■ TASK STATEMENT ■
Write out, word for word, the line that contains "Build a routing" and each line after it down to the last line of the data below. Include nothing more.

Saved entries
########################################
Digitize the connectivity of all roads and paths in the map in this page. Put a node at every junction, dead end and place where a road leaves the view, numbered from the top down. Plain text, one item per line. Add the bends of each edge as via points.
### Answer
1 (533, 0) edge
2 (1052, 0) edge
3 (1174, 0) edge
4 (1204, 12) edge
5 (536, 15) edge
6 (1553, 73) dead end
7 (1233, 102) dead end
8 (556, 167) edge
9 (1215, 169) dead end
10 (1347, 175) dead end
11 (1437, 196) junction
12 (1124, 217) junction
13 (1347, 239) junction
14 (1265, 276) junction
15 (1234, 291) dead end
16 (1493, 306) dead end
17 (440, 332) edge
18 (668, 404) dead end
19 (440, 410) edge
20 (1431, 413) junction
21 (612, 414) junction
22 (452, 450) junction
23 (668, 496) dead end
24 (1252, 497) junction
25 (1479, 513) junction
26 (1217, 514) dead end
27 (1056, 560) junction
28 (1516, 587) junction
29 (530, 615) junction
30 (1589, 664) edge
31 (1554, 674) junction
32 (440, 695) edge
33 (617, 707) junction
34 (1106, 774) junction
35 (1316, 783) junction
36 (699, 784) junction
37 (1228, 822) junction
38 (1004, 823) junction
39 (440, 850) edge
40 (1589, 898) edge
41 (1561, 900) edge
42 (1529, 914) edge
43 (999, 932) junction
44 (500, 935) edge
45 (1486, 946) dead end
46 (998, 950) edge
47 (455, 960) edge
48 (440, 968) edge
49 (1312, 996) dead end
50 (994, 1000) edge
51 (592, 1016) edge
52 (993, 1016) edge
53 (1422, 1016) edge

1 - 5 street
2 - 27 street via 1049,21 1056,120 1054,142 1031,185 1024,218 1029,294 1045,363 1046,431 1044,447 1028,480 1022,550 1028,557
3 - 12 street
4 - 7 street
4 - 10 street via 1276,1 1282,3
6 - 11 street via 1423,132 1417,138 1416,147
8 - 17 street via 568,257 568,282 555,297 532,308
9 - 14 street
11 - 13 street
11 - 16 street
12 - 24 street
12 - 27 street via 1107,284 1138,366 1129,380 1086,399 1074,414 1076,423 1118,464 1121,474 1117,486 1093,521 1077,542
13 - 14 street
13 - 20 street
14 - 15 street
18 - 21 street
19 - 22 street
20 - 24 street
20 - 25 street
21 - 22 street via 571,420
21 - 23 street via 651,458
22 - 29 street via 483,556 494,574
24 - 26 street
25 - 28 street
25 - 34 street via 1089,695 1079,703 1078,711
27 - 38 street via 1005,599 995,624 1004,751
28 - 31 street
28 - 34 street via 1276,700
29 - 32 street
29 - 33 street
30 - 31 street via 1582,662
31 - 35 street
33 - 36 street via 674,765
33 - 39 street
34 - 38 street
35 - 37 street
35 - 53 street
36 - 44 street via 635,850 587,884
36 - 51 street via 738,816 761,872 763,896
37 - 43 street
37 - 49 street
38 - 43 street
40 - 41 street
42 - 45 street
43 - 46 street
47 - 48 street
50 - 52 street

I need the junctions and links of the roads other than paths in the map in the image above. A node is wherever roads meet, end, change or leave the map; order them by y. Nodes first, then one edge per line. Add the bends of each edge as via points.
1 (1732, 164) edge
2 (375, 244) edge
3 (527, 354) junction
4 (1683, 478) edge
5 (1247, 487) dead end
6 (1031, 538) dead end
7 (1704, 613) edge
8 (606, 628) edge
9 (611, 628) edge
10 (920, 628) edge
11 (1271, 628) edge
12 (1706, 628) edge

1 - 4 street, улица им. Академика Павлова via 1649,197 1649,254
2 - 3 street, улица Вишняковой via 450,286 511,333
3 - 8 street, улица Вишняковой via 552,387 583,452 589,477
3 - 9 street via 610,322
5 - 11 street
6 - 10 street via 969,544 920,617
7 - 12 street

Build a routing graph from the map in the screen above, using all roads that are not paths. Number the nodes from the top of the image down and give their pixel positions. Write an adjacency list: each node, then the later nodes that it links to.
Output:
########################################
■ RESULT OF THE EXERCISE ■
Build a routing graph from the map in the screen above, using all roads that are not paths. Number the nodes from the top of the image down and give their pixel positions. Write an adjacency list: each node, then the later nodes that it links to.
Output:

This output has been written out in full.